Warning: The following post features ferocious meat lovers. If you are tender, juicy, or have a tendency to hop, they might eat you. Read at your own risk.
The Lion is King of the Jungle!
The Great White Shark is Sovereign of the Sea!
The Timber Wolf is Emperor of the Forest!
and
this
seemingly normal
book biting
lasagna and sushi lover
who goes by the name of Aaron Reynolds
is
PRINCE OF THE PICTURE BOOK!!
*roar, chomp, howl*

You want proof of the Princely Pudding? Ravenous readers everywhere are gleefully clicking their cuspids and savagely devouring Aaron’s brand new book, Carnivores.

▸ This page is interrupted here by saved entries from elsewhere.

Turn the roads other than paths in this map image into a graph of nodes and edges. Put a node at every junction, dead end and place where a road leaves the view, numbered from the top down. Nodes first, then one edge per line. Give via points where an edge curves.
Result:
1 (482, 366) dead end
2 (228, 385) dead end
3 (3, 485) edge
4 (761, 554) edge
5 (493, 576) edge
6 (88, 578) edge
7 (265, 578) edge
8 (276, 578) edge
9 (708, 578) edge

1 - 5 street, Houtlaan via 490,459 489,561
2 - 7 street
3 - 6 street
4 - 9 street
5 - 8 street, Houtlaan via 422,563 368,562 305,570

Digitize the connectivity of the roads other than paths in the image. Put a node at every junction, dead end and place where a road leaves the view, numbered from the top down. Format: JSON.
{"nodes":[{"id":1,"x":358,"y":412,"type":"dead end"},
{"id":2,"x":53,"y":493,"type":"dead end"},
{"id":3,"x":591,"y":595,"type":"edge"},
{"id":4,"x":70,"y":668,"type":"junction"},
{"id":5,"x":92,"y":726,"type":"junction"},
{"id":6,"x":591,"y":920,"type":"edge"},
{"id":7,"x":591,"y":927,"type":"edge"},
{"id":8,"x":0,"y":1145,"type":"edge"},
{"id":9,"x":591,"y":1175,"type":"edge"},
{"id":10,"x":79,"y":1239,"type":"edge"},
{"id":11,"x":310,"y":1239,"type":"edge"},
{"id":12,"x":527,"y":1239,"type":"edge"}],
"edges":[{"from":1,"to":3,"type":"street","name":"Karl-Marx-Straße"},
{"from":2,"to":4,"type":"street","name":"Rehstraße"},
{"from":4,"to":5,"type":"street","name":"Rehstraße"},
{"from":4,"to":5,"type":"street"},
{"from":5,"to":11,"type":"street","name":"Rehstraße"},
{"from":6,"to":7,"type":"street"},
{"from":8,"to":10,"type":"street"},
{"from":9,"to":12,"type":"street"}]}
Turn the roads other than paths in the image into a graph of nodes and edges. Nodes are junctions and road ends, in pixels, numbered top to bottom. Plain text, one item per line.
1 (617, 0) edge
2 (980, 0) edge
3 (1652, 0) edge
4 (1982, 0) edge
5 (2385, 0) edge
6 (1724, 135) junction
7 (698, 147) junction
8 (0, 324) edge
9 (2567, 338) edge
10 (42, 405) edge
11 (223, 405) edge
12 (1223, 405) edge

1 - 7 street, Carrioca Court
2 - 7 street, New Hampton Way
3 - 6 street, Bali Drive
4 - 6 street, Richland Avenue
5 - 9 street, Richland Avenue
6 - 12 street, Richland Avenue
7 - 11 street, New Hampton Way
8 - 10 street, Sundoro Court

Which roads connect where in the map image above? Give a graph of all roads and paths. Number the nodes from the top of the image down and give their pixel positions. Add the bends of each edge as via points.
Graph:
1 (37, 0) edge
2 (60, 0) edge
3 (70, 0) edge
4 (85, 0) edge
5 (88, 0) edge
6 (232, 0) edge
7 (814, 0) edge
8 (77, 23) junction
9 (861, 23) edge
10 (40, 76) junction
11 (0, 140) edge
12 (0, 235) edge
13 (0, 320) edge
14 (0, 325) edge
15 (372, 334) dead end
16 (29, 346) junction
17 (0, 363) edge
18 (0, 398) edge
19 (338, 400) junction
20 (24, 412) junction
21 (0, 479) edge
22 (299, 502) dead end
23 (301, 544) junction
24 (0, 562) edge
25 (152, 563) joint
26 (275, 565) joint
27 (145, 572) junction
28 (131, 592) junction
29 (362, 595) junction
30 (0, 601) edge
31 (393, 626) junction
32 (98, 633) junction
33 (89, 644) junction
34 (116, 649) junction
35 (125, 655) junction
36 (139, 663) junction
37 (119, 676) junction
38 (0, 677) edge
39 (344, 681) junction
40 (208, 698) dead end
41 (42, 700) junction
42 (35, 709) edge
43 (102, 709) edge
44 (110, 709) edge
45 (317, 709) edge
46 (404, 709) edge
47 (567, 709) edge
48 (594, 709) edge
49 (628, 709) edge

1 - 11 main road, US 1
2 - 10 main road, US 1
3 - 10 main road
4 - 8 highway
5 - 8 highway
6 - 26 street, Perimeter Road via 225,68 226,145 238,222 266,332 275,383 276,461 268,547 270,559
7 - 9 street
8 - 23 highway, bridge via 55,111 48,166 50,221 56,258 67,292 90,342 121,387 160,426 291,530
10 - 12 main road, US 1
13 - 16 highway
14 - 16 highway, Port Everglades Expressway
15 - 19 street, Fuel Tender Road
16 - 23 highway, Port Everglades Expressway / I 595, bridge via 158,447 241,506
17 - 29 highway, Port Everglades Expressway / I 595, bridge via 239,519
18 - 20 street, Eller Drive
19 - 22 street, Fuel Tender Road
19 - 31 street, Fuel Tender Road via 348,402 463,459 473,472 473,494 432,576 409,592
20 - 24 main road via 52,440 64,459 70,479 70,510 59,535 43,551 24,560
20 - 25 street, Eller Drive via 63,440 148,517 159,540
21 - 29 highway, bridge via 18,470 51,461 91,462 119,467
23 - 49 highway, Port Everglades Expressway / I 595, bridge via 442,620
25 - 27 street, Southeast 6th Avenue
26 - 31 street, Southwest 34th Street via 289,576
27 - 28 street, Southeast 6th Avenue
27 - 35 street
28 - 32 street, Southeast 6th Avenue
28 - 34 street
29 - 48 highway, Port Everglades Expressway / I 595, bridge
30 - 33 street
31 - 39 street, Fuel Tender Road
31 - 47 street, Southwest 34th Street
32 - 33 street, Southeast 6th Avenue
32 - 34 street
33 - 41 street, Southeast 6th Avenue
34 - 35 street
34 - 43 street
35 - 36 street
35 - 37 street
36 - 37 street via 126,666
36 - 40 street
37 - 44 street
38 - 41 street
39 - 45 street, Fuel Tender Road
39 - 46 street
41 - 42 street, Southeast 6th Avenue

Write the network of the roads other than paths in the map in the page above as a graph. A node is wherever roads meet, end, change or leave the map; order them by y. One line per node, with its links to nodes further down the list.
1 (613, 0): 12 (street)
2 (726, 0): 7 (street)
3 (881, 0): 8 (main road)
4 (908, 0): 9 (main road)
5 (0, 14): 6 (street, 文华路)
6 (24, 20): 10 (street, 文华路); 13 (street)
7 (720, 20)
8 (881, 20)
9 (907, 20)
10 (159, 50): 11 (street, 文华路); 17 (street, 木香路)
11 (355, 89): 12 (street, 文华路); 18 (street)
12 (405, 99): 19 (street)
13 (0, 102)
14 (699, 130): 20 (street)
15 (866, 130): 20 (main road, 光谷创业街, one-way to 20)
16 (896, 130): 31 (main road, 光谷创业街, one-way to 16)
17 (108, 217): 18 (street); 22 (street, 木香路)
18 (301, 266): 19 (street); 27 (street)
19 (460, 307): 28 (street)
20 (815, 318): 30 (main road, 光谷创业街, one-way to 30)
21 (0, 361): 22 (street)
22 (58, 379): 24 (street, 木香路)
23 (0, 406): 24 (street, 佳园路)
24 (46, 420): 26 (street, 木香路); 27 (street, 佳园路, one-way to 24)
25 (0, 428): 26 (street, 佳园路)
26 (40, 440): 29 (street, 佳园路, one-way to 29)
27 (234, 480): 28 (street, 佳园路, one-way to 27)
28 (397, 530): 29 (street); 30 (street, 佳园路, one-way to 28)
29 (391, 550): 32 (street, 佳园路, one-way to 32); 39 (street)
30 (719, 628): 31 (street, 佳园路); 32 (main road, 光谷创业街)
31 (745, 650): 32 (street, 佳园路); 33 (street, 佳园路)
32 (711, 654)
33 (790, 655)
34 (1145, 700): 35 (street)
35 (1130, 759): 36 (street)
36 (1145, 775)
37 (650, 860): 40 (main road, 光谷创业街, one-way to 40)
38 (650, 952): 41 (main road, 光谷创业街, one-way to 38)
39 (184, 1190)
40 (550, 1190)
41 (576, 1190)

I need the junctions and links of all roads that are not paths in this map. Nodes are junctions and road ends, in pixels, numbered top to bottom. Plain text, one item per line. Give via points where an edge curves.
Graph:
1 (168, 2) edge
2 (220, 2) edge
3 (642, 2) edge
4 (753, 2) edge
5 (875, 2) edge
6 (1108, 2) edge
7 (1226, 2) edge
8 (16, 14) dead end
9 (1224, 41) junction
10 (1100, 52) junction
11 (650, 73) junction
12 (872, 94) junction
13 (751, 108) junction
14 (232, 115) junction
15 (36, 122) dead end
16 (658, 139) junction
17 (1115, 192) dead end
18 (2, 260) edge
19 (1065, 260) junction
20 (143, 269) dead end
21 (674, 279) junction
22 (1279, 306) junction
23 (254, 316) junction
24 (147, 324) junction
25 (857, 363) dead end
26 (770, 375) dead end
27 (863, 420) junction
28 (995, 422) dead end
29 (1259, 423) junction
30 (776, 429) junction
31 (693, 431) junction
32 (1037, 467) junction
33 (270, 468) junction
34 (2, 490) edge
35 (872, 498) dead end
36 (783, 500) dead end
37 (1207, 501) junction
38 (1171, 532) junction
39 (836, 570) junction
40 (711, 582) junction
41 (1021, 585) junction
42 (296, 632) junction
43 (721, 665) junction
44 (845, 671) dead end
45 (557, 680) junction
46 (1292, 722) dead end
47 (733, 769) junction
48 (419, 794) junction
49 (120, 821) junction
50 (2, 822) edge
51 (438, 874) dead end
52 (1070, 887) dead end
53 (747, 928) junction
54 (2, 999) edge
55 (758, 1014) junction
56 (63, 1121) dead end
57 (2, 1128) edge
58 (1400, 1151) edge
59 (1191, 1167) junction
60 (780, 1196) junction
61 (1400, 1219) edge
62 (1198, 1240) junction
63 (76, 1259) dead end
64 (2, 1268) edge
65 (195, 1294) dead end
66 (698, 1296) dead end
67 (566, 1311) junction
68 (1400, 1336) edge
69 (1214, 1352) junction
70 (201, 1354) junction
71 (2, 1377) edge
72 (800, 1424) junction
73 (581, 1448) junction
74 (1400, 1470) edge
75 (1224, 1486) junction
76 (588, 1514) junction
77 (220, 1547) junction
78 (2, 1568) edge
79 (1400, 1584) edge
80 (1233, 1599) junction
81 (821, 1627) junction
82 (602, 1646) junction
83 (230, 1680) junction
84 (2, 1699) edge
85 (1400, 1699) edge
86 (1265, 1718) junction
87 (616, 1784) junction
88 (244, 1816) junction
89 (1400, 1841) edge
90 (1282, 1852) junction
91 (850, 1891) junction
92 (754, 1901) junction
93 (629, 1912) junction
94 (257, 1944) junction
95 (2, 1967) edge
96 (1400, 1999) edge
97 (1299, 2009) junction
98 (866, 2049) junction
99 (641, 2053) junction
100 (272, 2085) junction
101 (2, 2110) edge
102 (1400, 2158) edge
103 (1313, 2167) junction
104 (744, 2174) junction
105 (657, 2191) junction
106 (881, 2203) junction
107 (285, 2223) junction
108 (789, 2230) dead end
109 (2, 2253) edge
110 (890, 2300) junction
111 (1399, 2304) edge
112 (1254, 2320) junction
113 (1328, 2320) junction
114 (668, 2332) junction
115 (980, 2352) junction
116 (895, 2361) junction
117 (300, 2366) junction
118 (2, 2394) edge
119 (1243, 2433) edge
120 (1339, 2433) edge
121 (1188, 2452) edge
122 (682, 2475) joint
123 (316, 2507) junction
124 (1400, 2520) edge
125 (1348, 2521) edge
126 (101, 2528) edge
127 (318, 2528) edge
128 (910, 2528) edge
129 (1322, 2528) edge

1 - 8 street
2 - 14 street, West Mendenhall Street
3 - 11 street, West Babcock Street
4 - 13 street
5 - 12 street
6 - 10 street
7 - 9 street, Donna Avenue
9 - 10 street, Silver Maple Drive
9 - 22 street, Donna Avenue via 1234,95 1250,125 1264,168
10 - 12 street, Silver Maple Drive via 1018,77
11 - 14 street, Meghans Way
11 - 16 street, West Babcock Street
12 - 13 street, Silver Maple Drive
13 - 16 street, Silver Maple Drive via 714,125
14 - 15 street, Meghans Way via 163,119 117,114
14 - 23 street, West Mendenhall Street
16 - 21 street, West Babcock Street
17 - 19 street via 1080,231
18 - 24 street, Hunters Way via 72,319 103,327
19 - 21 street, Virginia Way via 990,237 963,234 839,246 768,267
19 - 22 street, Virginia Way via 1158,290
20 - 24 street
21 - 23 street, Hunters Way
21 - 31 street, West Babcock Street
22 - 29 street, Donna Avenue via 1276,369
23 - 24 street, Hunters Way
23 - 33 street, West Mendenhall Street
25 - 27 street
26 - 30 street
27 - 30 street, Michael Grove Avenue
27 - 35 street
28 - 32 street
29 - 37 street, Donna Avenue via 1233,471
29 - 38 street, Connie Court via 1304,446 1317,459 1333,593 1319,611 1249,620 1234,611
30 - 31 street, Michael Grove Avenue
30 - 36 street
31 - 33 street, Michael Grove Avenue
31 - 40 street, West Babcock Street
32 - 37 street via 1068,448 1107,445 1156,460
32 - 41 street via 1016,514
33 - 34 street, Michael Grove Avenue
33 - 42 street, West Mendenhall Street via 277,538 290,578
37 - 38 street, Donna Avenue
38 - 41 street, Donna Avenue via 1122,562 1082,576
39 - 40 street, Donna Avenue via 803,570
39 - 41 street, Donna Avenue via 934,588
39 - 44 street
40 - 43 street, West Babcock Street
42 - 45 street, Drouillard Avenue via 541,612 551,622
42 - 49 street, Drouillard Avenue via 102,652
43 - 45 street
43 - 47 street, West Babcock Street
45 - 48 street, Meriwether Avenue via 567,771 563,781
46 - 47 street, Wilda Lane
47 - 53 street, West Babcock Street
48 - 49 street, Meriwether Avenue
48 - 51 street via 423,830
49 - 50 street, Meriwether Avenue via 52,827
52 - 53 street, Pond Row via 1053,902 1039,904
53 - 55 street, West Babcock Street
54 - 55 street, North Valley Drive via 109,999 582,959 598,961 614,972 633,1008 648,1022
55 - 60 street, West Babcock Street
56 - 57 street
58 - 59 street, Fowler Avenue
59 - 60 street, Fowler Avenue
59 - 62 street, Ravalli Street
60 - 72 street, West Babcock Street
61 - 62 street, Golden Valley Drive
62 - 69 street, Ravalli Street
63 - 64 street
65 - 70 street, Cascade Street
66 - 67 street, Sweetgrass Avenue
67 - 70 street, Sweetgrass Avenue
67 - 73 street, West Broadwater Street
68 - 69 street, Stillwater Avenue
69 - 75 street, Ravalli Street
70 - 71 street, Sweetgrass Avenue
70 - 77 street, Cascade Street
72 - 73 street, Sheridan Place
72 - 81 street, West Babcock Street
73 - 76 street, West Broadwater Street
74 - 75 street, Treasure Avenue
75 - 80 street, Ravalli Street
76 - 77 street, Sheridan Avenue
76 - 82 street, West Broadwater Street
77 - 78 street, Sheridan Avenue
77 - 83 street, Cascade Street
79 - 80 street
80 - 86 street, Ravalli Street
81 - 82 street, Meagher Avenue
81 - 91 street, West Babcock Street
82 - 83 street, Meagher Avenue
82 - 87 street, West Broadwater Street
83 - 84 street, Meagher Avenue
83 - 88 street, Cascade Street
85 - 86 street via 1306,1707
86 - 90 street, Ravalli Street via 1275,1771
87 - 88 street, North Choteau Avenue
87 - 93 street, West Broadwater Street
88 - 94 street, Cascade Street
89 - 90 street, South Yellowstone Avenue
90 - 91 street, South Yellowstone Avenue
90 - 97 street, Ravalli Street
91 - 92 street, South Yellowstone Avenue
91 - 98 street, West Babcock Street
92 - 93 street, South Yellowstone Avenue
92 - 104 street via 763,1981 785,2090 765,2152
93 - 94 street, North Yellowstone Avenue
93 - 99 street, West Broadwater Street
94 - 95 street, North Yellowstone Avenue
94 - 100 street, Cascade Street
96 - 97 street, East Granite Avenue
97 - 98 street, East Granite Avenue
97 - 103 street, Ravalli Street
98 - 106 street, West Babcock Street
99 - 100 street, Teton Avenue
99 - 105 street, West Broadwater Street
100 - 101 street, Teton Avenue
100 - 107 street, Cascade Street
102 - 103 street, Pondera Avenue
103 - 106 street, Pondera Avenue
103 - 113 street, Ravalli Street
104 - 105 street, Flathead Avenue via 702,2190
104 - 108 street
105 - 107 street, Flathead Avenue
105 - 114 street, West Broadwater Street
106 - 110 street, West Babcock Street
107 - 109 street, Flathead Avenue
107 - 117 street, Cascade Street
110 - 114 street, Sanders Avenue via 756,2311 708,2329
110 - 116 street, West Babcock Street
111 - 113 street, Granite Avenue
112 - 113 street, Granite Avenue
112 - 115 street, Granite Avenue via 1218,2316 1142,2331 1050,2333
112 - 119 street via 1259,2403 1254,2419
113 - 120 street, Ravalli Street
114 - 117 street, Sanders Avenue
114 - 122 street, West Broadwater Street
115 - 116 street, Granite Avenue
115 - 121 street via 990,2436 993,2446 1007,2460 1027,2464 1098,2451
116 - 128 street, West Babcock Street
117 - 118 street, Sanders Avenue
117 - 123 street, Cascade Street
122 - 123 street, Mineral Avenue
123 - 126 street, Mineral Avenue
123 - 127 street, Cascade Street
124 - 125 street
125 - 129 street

Yes, they’re eating it up before it eats them. 🙂
A wise and sensible thing to do, I daresay, because this hilarious story is totally brilliant, darkly delicious, and oh-so-filling. *burp*
It wasn’t enough that back in 2005, Aaron spiced up my ho-hum existence with Chicks and Salsa. No. He got me to wiggle my wattle and actually tolerate football with Buffalo Wings in 2007. Did he stop there? Not a chance.
Last year he terrified me with a bunch of Creepy Carrots, but I’ve since forgiven him because at least now I know the chopped salad I’ve been smelling under my pillow is real.